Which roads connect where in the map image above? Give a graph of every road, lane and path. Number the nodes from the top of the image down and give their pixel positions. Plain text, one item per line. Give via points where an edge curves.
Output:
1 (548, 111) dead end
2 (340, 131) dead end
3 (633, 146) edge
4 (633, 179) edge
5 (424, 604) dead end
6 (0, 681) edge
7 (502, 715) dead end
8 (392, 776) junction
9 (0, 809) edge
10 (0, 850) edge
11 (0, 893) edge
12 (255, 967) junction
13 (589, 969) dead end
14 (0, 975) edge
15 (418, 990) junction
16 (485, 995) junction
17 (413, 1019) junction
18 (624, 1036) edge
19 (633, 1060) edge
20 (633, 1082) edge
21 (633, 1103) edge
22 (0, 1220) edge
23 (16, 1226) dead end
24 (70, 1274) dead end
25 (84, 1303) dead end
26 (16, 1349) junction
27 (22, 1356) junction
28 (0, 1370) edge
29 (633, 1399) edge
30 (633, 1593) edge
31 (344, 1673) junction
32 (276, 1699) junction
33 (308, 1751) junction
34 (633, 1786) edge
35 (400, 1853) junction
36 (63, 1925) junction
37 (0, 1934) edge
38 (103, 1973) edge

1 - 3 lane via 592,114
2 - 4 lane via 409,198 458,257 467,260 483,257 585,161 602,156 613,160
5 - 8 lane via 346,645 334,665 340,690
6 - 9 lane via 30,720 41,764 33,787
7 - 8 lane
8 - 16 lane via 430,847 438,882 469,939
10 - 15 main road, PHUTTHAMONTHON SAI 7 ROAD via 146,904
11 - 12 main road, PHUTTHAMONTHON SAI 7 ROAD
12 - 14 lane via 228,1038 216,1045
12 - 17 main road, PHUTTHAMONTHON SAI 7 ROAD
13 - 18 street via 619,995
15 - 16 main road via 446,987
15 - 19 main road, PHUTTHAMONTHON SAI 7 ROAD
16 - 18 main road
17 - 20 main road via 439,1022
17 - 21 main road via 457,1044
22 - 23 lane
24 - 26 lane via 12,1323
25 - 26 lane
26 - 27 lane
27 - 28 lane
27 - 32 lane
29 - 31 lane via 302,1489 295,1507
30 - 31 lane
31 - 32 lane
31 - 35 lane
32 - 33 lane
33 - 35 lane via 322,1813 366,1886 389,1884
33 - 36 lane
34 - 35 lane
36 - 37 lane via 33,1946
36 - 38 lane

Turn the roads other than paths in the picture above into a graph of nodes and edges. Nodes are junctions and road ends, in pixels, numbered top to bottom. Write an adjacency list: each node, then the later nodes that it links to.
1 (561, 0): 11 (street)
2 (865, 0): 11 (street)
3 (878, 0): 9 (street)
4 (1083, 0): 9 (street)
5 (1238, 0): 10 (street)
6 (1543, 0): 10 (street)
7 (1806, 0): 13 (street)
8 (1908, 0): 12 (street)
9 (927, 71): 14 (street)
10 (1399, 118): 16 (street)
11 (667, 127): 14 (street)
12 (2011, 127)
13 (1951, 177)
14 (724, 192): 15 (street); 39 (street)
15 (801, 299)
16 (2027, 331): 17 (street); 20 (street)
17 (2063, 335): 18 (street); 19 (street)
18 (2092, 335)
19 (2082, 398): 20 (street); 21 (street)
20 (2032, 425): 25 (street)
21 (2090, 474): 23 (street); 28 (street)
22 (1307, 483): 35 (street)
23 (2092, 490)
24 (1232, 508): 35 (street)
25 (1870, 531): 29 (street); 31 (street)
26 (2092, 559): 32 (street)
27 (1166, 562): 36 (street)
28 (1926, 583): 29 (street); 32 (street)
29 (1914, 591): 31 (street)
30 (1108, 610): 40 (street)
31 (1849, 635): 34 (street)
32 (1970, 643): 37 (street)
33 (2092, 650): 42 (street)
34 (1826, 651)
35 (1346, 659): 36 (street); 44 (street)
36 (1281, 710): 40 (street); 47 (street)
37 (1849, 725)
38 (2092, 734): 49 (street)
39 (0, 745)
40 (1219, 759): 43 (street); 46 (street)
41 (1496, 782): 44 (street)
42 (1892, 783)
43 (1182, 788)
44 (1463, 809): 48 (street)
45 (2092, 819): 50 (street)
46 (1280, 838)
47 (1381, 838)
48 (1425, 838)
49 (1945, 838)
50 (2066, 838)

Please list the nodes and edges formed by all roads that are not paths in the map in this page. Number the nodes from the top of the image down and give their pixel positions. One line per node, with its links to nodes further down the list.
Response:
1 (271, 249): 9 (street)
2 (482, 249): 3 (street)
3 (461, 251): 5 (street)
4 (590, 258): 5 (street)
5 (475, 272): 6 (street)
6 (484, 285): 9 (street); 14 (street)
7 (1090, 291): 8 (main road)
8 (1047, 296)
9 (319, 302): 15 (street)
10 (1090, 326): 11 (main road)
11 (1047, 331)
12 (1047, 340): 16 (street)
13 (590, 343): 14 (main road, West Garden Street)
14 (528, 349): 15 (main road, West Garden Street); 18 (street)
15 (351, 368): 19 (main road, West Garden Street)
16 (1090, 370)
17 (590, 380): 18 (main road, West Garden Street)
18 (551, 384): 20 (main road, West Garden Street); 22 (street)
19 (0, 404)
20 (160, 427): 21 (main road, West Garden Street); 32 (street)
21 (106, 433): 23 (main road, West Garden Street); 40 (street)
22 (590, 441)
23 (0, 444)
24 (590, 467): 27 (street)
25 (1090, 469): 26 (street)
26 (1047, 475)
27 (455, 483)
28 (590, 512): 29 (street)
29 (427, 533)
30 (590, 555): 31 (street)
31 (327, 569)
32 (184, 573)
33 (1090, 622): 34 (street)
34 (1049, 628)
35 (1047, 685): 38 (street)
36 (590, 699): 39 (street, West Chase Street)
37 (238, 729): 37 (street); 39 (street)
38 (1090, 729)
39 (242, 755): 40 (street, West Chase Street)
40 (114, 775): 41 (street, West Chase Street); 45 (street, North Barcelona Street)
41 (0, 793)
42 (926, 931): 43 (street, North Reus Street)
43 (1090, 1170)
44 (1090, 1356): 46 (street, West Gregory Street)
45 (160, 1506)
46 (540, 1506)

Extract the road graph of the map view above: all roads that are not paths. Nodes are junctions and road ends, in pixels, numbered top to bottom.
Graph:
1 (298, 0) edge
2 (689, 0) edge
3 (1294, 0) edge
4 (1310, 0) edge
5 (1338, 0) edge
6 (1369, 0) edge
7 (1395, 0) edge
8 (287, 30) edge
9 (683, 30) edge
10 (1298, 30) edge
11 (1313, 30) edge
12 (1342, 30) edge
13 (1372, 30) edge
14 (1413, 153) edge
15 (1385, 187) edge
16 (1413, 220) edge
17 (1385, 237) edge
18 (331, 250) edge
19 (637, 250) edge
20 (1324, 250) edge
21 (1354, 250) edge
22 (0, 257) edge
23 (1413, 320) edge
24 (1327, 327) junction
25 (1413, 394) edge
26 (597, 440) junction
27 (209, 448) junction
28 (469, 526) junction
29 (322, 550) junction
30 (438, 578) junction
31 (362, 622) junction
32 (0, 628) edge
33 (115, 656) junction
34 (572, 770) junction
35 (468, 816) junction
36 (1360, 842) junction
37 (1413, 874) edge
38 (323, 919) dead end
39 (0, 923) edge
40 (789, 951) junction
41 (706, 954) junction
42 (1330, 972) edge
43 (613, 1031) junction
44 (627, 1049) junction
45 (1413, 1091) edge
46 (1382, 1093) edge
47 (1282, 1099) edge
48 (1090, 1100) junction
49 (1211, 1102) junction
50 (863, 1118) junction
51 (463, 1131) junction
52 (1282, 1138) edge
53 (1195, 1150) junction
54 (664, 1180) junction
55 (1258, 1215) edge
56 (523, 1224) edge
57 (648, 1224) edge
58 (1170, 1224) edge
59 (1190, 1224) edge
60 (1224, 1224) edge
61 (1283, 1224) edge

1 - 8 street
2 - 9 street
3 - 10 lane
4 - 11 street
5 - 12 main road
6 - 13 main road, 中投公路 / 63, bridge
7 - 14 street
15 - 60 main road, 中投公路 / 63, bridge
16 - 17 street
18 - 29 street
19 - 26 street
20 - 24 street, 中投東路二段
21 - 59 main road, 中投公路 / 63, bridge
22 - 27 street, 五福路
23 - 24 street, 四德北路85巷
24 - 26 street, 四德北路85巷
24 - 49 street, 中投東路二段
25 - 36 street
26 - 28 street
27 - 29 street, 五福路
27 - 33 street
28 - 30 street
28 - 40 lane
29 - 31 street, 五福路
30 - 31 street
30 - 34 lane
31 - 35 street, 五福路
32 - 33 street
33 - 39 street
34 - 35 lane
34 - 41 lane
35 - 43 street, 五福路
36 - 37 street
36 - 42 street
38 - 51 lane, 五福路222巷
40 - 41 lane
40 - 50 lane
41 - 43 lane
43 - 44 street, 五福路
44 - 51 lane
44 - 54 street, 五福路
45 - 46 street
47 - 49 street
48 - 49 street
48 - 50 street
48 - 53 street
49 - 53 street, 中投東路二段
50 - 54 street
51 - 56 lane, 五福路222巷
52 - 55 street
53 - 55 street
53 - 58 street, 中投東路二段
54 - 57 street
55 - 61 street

◇ ◇ ◇

● TASK REQUIREMENTS:
Each line of the entries above that includes the string "中投公路" should be copied out.

● TASK SOLUTION:
6 - 13 main road, 中投公路 / 63, bridge
15 - 60 main road, 中投公路 / 63, bridge
21 - 59 main road, 中投公路 / 63, bridge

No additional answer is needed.